These dresses from 1920 have “Oriental” hems. Butterick patterns in Delineator magazine.

Dresses and skirts with Oriental hems were not the dominant style of 1920, but I’d love to hear from any vintage collectors who have encountered one.  I suspect that, like other trends that didn’t dominate their era, dresses with Oriental hems are probably rare, especially since they had plenty of fabric for re-making into a more conventional dress later.

The “Oriental” skirts of 1920 remind me of the bubble skirts popular — especially as formals — in the late fifties and early 1960s.

A bubble skirted evening dress, circa 1959. Click here for more. Associated with Balenciaga in the 1950s, they seemed to be making a comeback in 2018!

For the benefit of anyone who has found a vintage 1920s’ dress with this strange hem, here are more examples from Delineator, 1920.

Dress with Oriental hem, Butterick 2248, Delineator, April 1920.

The “Oriental hem” hem is not the same as harem pants, although this outfit also appeared in 1920:

Orientalism in high fashion: harem pants for an evening in Paris. Delinator, May 1920.

Oriental hem on Butterick 2309, May 1920.

On the same page:

Oriental hem — and ball fringe! — on a dress from 1920.

The pattern descriptions make it clear that the fuller hem on the fashion fabric is gathered to a narrower interior skirt — not trousers.

“The skirt is in one piece and caught under in Oriental fashion to a short, straight foundation skirt.”

Like most unusual fashions, this one began in couture houses:

Oriental hem on an evening gown by Elise Poret, sketched for Delineator, February 1920.

The Paris house of Madeleine et Madeleine showed this gown; sketched for Delineator; March, 1920.

There was — in more mainstream dresses — a trend to narrow hems, often as an under layer with a fuller, shorter skirt on top.

Butterick 2472 has a shorter, sheer overskirt and a narrow, longer underskirt. 1920.

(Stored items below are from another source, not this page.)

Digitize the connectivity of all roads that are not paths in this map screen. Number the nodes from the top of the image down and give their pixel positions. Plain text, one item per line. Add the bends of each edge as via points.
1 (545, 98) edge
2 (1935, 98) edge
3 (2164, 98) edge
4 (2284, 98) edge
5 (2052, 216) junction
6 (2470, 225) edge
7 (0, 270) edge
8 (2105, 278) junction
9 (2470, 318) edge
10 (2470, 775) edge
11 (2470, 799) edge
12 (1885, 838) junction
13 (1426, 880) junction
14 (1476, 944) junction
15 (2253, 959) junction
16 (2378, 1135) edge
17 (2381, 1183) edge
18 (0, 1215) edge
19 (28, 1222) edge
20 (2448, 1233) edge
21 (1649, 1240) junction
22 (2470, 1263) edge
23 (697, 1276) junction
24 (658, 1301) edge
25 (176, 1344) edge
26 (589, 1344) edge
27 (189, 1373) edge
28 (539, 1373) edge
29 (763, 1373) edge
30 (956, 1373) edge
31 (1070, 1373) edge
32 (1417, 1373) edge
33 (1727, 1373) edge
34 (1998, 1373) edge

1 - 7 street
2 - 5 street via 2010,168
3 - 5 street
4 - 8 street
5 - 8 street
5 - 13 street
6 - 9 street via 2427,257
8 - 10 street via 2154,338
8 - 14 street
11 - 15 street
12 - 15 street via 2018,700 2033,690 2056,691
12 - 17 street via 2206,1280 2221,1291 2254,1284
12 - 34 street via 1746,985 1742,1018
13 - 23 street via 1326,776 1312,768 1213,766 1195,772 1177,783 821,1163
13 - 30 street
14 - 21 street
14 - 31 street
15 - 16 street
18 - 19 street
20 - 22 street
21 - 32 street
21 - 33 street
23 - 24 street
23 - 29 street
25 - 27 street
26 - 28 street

Left, Butterick 2695 has a short overskirt and a narrow underskirt. Right, No. 2699 has an Oriental hem.

Butterick 2695 and 2699, skirt detail.

The “Oriental hem” was not the look for everyone, but, if you’re looking for something a little different — but authentic…. have fun.

Butterick patterns with “Oriental Hems” from 1920.

Witness to Fashion on Memory Lane: Bubble dresses circa 1960 often had wadded-up nylon tulle sandwiched in between their skirt layers. They did not emerge from dry-cleaning with all their charm intact. Since the small, hand-held steamer was not a common household appliance in 1959, taking a lovely bubble dress out of a packed closet could be a sad experience: a “light as whipped cream” taffeta dancing dress might emerge as a flattened prune.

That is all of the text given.